One of the most popular British newspapers, "Daily Telegraph", announces that the Ministry of the Interior and Immigration has given the opportunity to asylum seekers who came through the English Channel by dinghy, to work in the sector of care for the elderly, construction or agriculture.
Channel migrants have been granted this right tacitly, while they have continued to have access to hotels provided for their accommodation under the official housing scheme.
About 16,000 asylum seekers have been granted this right to work by those who arrived in 2022, when the figure was higher at about 45,000 people and when Albanians were anathema to have invaded Britain.
These asylum seekers have been effectively given the right to work in sectors known to have the biggest shortages in the British economy and were paid up to 80 per cent of the official rate of pay, while if they earned more than the £49 a week they received in welfare they gave up this much given by the state.
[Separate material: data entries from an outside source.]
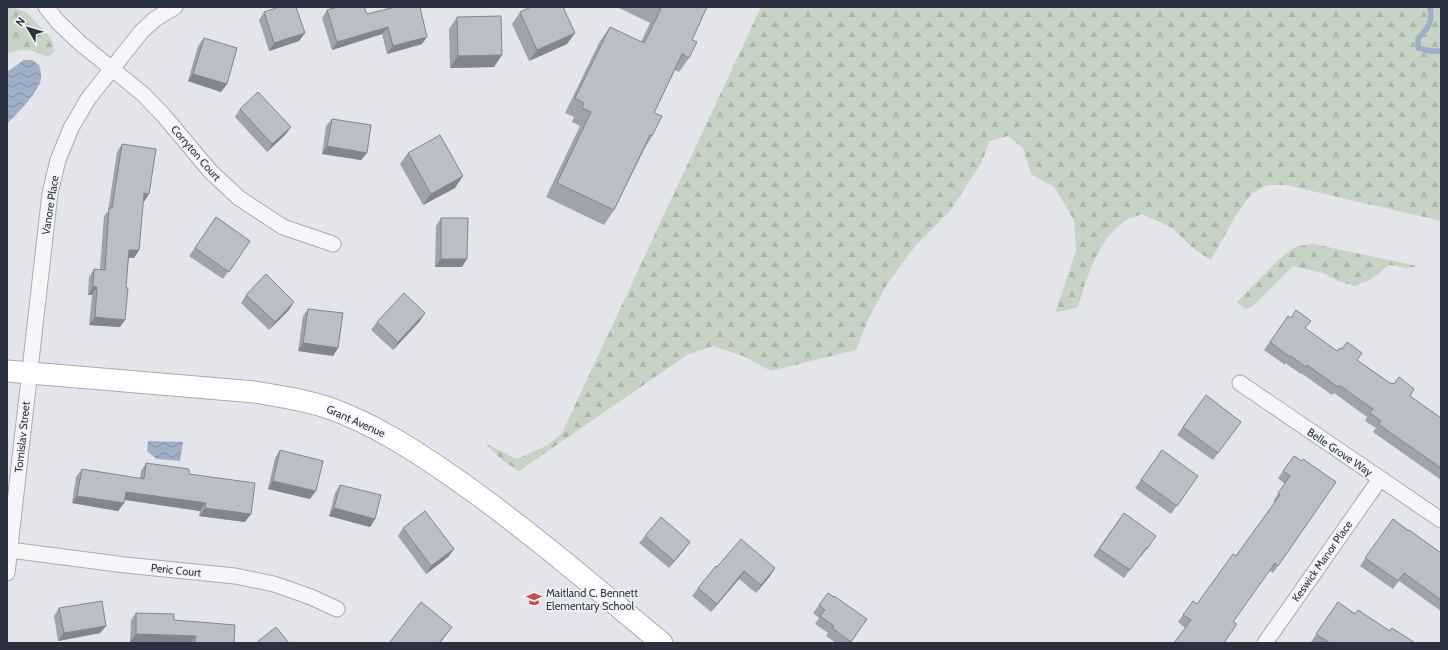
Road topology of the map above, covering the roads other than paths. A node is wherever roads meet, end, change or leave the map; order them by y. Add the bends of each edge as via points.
1 (46, 7) edge
2 (175, 7) edge
3 (112, 68) junction
4 (333, 244) dead end
5 (7, 371) edge
6 (29, 373) junction
7 (1240, 383) dead end
8 (1380, 478) junction
9 (1441, 520) edge
10 (10, 550) junction
11 (7, 573) edge
12 (337, 609) dead end
13 (662, 643) edge
14 (1265, 643) edge

1 - 3 street, Corryton Court via 80,43
2 - 3 street, Vanore Place via 140,32
3 - 4 street, Corryton Court via 143,94 211,172 239,198 283,227
3 - 6 street, Vanore Place via 88,99 71,128 58,160 50,192
5 - 6 street, Grant Avenue
6 - 10 street, Tomislav Street
6 - 13 street, Grant Avenue via 255,392 292,398 336,411 376,428 494,506
7 - 8 street, Belle Grove Way
8 - 9 street, Belle Grove Way
8 - 14 street, Keswick Manor Place
10 - 11 street, Tomislav Street
10 - 12 street, Peric Court via 235,576 274,584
Rishi Sunak is expected to face off in the House of Lords this week over his Rwanda plan as he calls for repatriation flights to start this spring in an election year, but the latest opinion polls show that 50 per cent of respondents have not belief that the Rwandan plan put forward by the government will curb the arrival of new migrants in rafts across the English Channel.
Even this, according to them, will make them vote more for the opposition in the new elections this year.